# [Problem statement]
Set down all of the entries word for word, omitting the images they contain.

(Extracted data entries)
+ + + + +

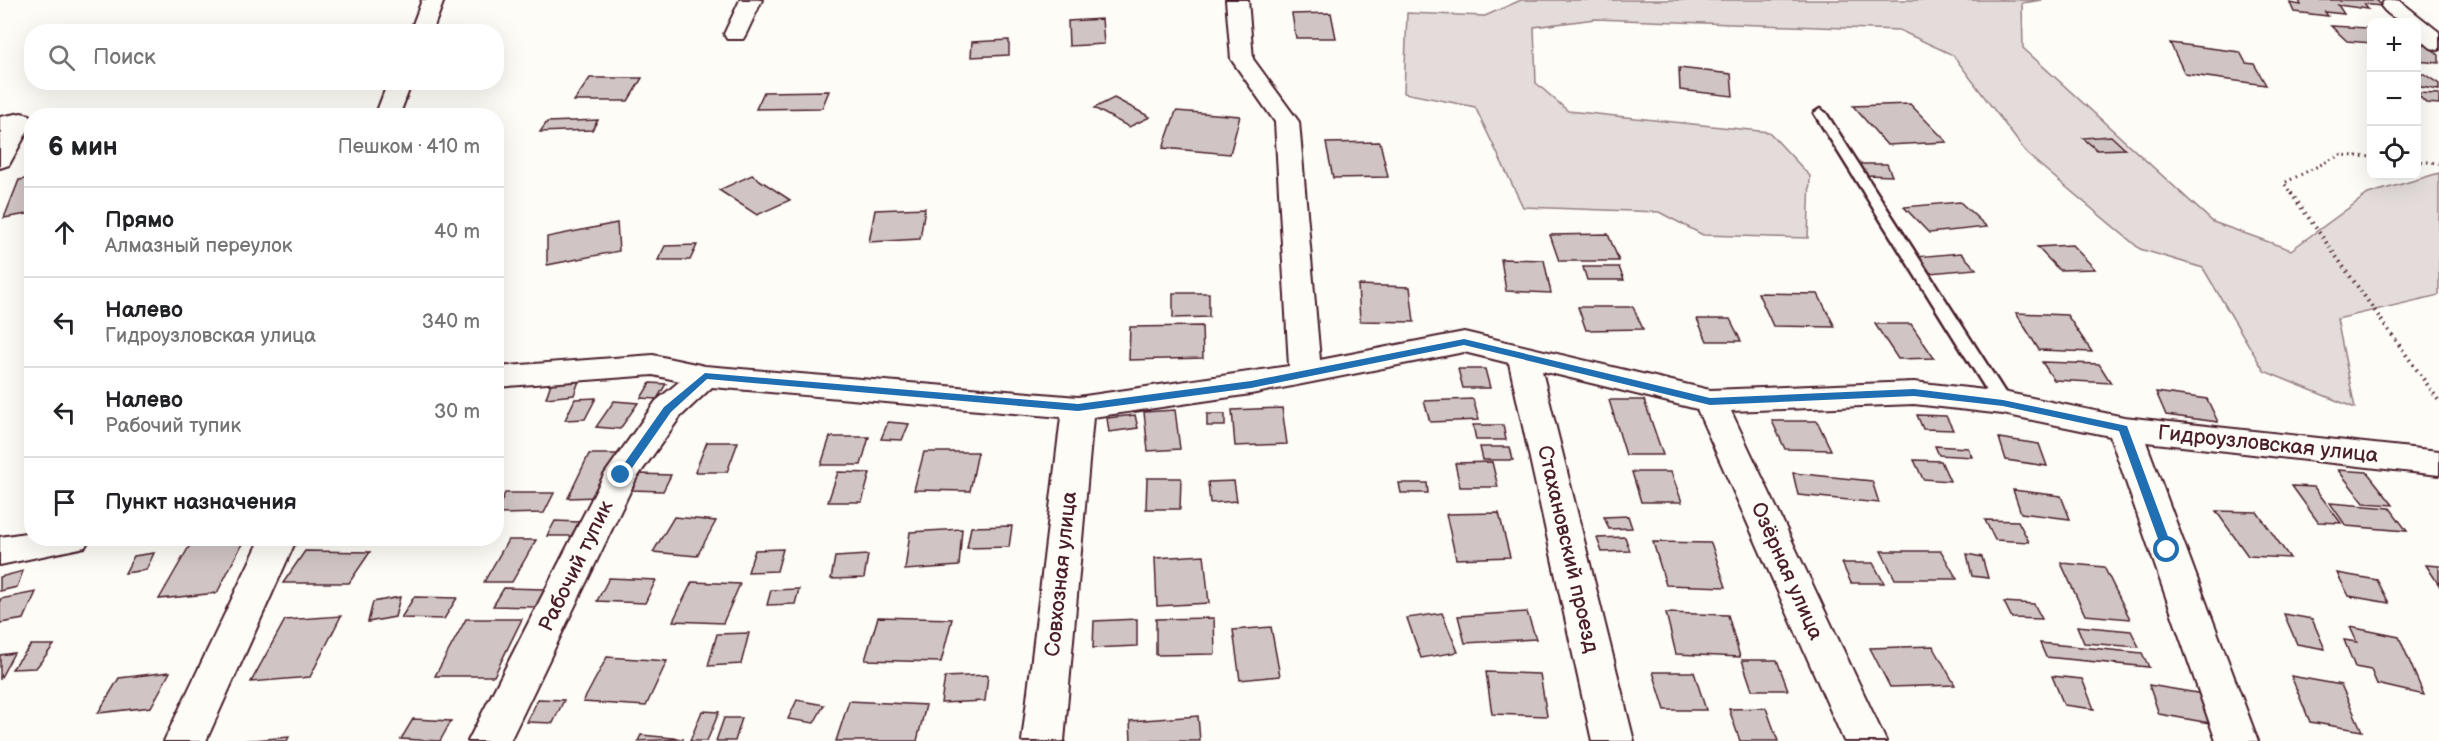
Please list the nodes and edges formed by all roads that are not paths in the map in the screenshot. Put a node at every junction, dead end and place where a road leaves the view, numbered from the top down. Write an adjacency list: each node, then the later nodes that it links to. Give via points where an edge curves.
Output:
1 (433, 0): 6 (street)
2 (751, 0): 8 (street)
3 (1237, 0): 16 (street, via 1242,60 1287,122)
4 (2392, 6): 5 (street)
5 (2407, 18)
6 (424, 24)
7 (2421, 29): 9 (street)
8 (735, 34)
9 (2439, 43)
10 (397, 90): 11 (street)
11 (390, 108)
12 (1821, 113): 20 (lane)
13 (0, 124): 14 (street, via 21,120)
14 (0, 160)
15 (1523, 357): 16 (street, Гидроузловская улица, via 1464,342); 19 (street, Гидроузловская улица); 30 (street, Стахановский проезд)
16 (1305, 373): 21 (street, Гидроузловская улица)
17 (504, 376): 18 (street, Гидроузловская улица, via 653,365)
18 (705, 376): 21 (street, Гидроузловская улица); 28 (street, Рабочий тупик, via 668,409 621,475)
19 (1710, 401): 20 (street, Гидроузловская улица, via 1914,393); 31 (street, Озёрная улица)
20 (2003, 403): 22 (street, Гидроузловская улица)
21 (1078, 408): 29 (street, Совхозная улица)
22 (2124, 428): 23 (street, Гидроузловская улица); 32 (street)
23 (2439, 463)
24 (28, 546): 26 (street)
25 (275, 546): 27 (street)
26 (0, 551)
27 (185, 741)
28 (489, 741)
29 (1043, 741)
30 (1613, 741)
31 (1864, 741)
32 (2237, 741)

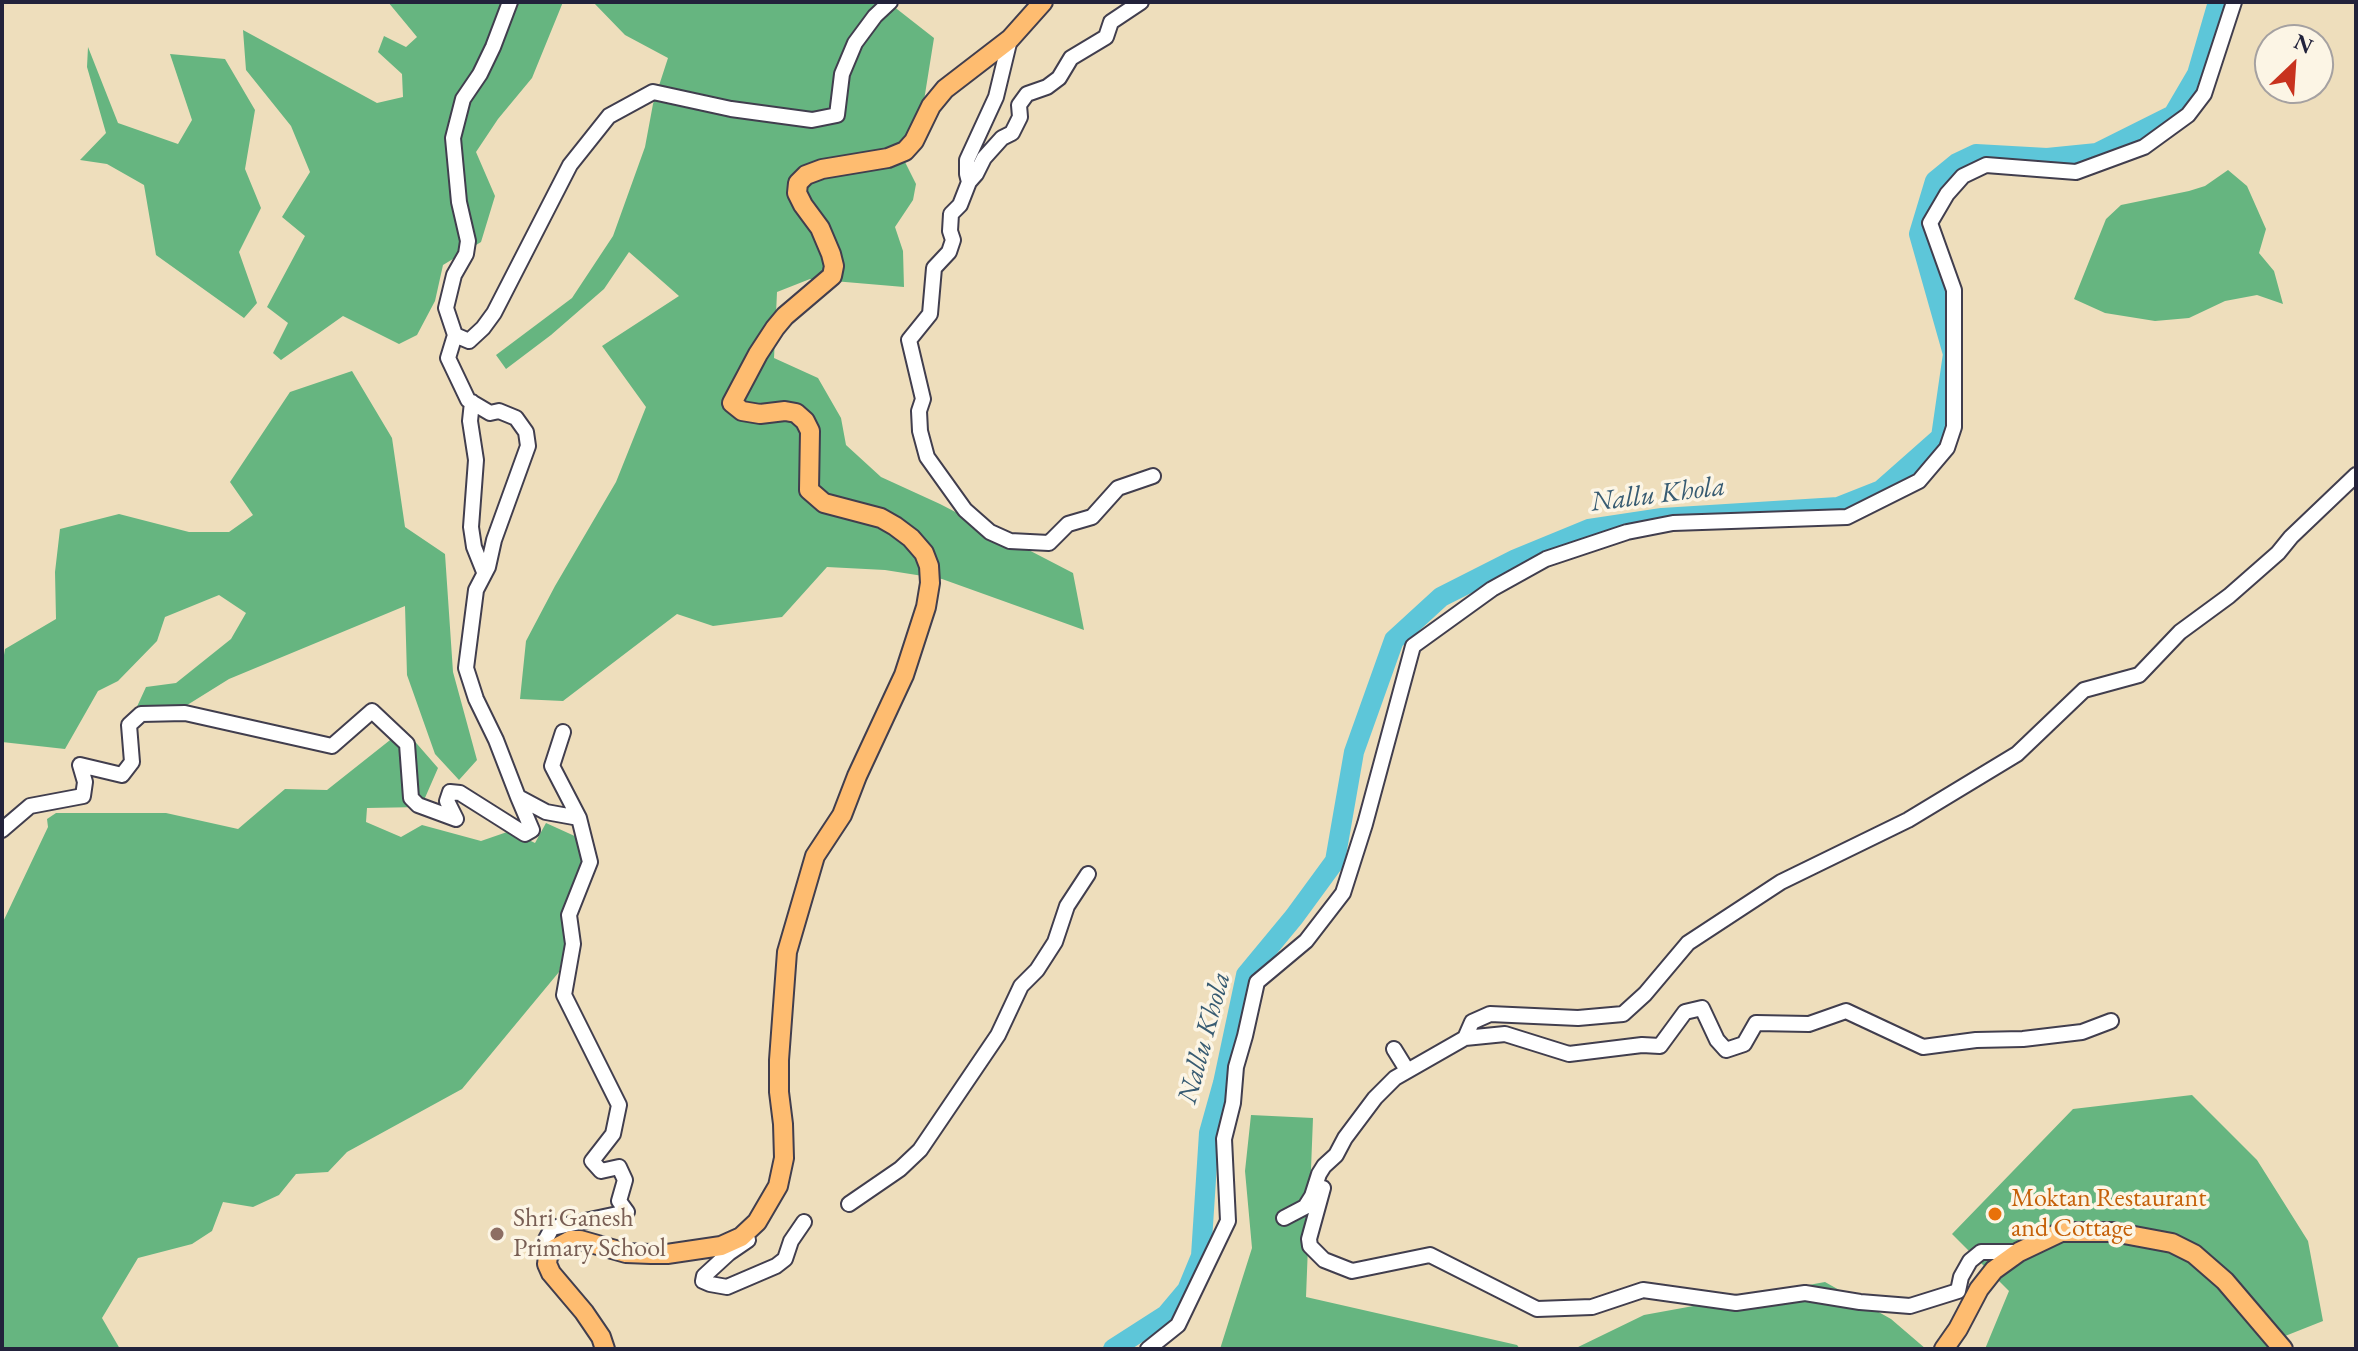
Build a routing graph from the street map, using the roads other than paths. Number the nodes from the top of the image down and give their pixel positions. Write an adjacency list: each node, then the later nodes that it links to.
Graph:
1 (510, 2): 8 (street)
2 (890, 2): 8 (street)
3 (1043, 2): 6 (main road)
4 (1141, 2): 7 (street)
5 (2234, 2): 30 (street)
6 (1010, 39): 7 (street); 25 (main road)
7 (969, 182): 11 (street)
8 (455, 335): 9 (street)
9 (472, 402): 12 (street); 12 (street)
10 (2356, 475): 19 (street)
11 (1153, 476)
12 (484, 572): 14 (street)
13 (563, 732): 15 (street)
14 (518, 797): 15 (street); 16 (street)
15 (579, 818): 28 (street)
16 (2, 830)
17 (1088, 874): 23 (street)
18 (2111, 1021): 19 (street)
19 (1465, 1038): 21 (street)
20 (1394, 1049): 21 (street)
21 (1407, 1070): 22 (street)
22 (1331, 1161): 24 (street); 27 (street)
23 (849, 1204)
24 (1284, 1218)
25 (757, 1222): 26 (street); 28 (main road)
26 (804, 1222)
27 (2019, 1252): 31 (main road); 32 (main road)
28 (548, 1256): 29 (main road)
29 (605, 1349)
30 (1148, 1349)
31 (1944, 1349)
32 (2283, 1349)

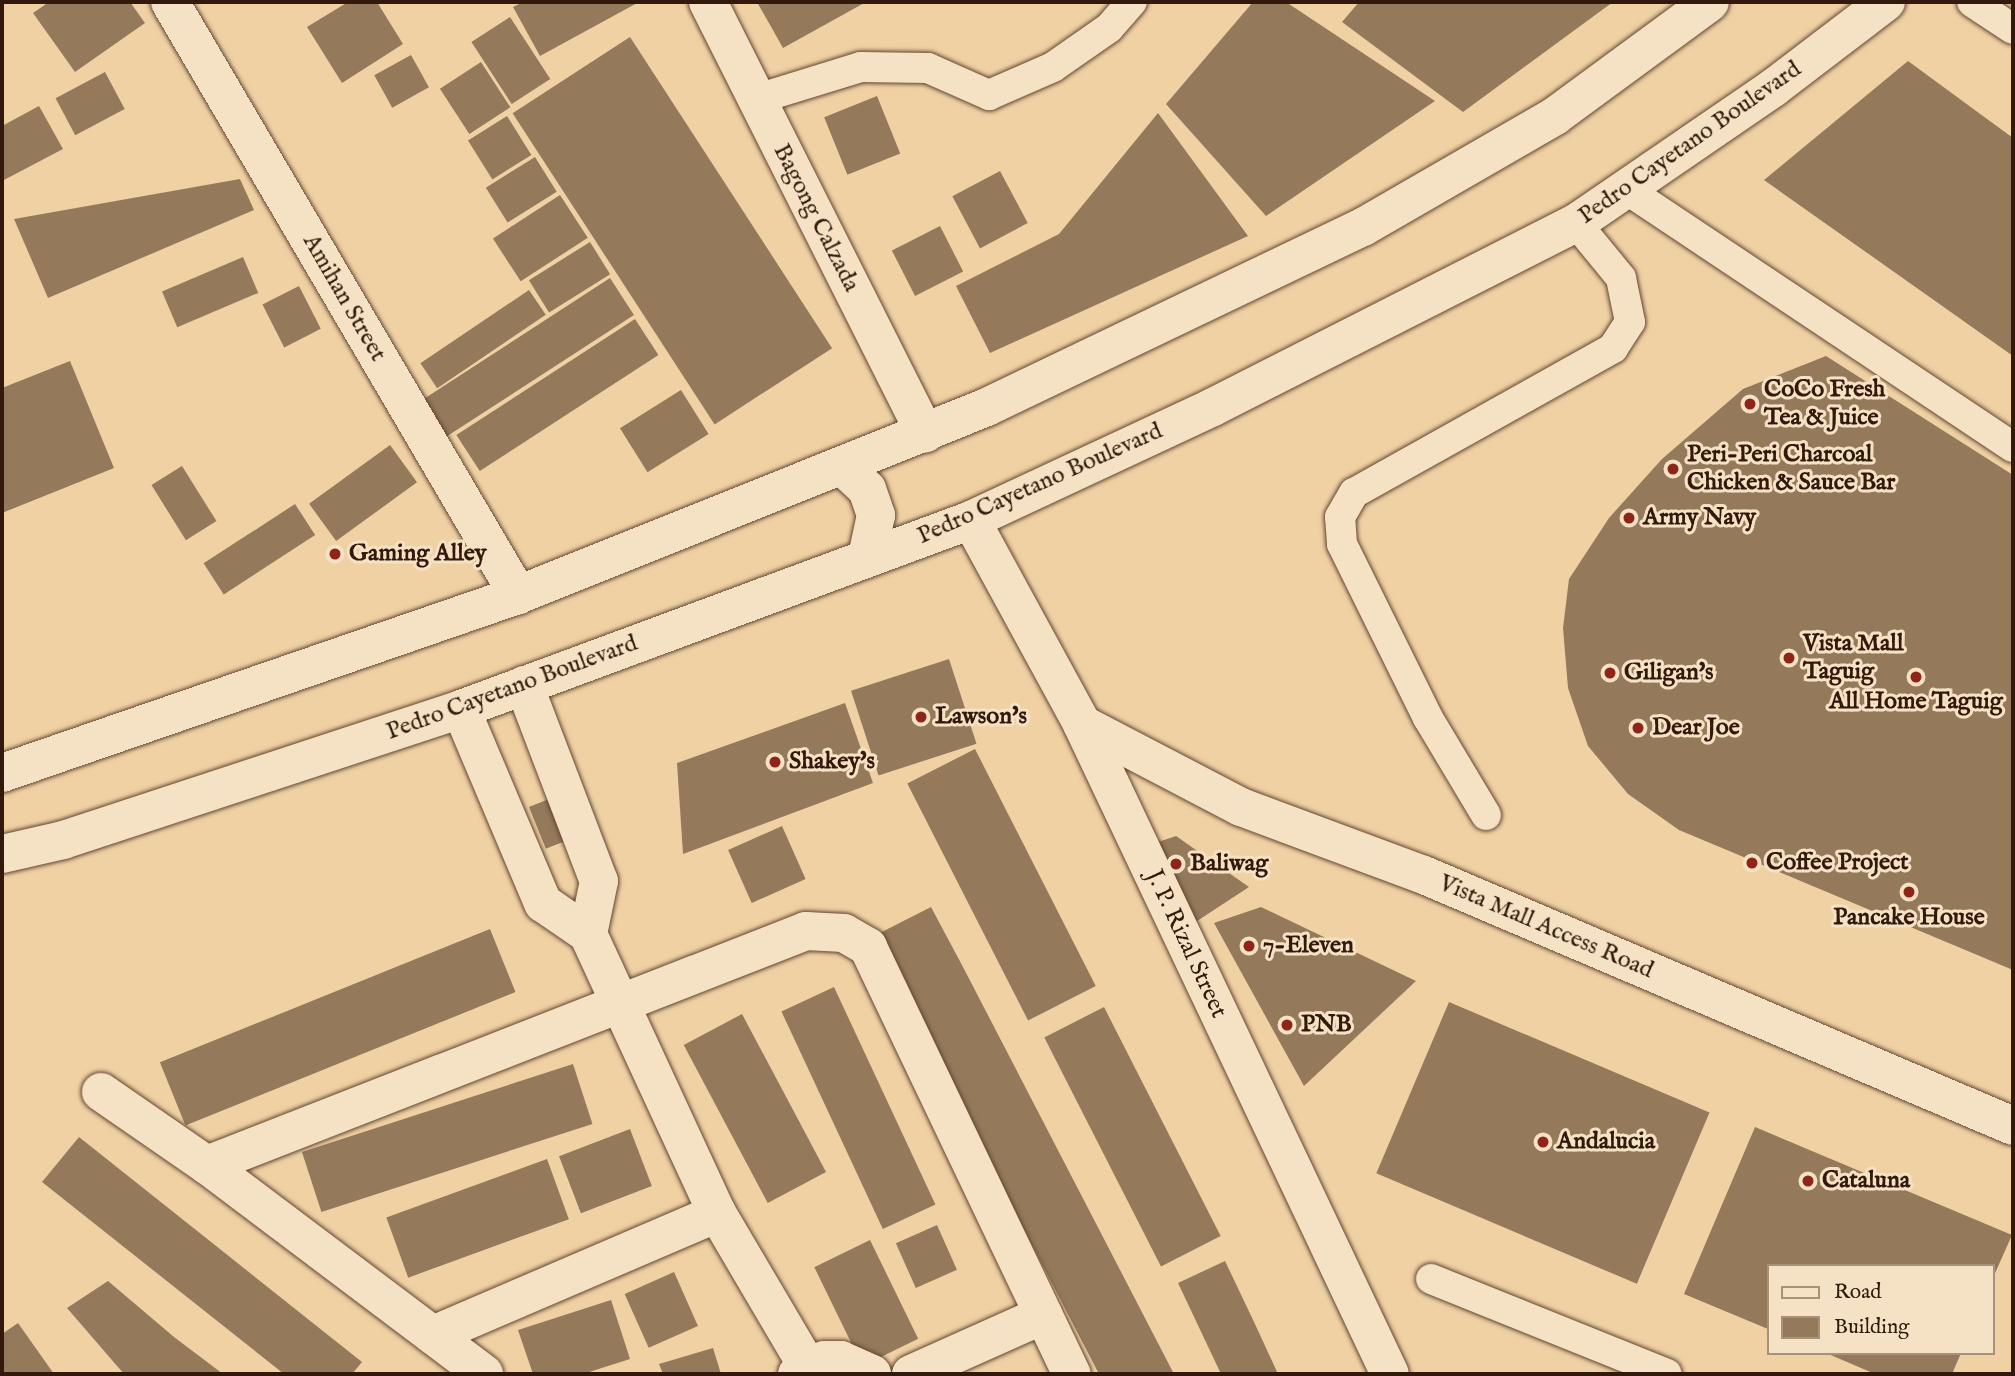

+ + + + +

# [Exercise response]
Please list the nodes and edges formed by all roads that are not paths in the map in the screenshot. Put a node at every junction, dead end and place where a road leaves the view, numbered from the top down. Write an adjacency list: each node, then the later nodes that it links to. Give via points where an edge curves.
Output:
1 (433, 0): 6 (street)
2 (751, 0): 8 (street)
3 (1237, 0): 16 (street, via 1242,60 1287,122)
4 (2392, 6): 5 (street)
5 (2407, 18)
6 (424, 24)
7 (2421, 29): 9 (street)
8 (735, 34)
9 (2439, 43)
10 (397, 90): 11 (street)
11 (390, 108)
12 (1821, 113): 20 (lane)
13 (0, 124): 14 (street, via 21,120)
14 (0, 160)
15 (1523, 357): 16 (street, Гидроузловская улица, via 1464,342); 19 (street, Гидроузловская улица); 30 (street, Стахановский проезд)
16 (1305, 373): 21 (street, Гидроузловская улица)
17 (504, 376): 18 (street, Гидроузловская улица, via 653,365)
18 (705, 376): 21 (street, Гидроузловская улица); 28 (street, Рабочий тупик, via 668,409 621,475)
19 (1710, 401): 20 (street, Гидроузловская улица, via 1914,393); 31 (street, Озёрная улица)
20 (2003, 403): 22 (street, Гидроузловская улица)
21 (1078, 408): 29 (street, Совхозная улица)
22 (2124, 428): 23 (street, Гидроузловская улица); 32 (street)
23 (2439, 463)
24 (28, 546): 26 (street)
25 (275, 546): 27 (street)
26 (0, 551)
27 (185, 741)
28 (489, 741)
29 (1043, 741)
30 (1613, 741)
31 (1864, 741)
32 (2237, 741)

Build a routing graph from the street map, using the roads other than paths. Number the nodes from the top of the image down and give their pixel positions. Write an adjacency list: each node, then the later nodes that it links to.
Graph:
1 (510, 2): 8 (street)
2 (890, 2): 8 (street)
3 (1043, 2): 6 (main road)
4 (1141, 2): 7 (street)
5 (2234, 2): 30 (street)
6 (1010, 39): 7 (street); 25 (main road)
7 (969, 182): 11 (street)
8 (455, 335): 9 (street)
9 (472, 402): 12 (street); 12 (street)
10 (2356, 475): 19 (street)
11 (1153, 476)
12 (484, 572): 14 (street)
13 (563, 732): 15 (street)
14 (518, 797): 15 (street); 16 (street)
15 (579, 818): 28 (street)
16 (2, 830)
17 (1088, 874): 23 (street)
18 (2111, 1021): 19 (street)
19 (1465, 1038): 21 (street)
20 (1394, 1049): 21 (street)
21 (1407, 1070): 22 (street)
22 (1331, 1161): 24 (street); 27 (street)
23 (849, 1204)
24 (1284, 1218)
25 (757, 1222): 26 (street); 28 (main road)
26 (804, 1222)
27 (2019, 1252): 31 (main road); 32 (main road)
28 (548, 1256): 29 (main road)
29 (605, 1349)
30 (1148, 1349)
31 (1944, 1349)
32 (2283, 1349)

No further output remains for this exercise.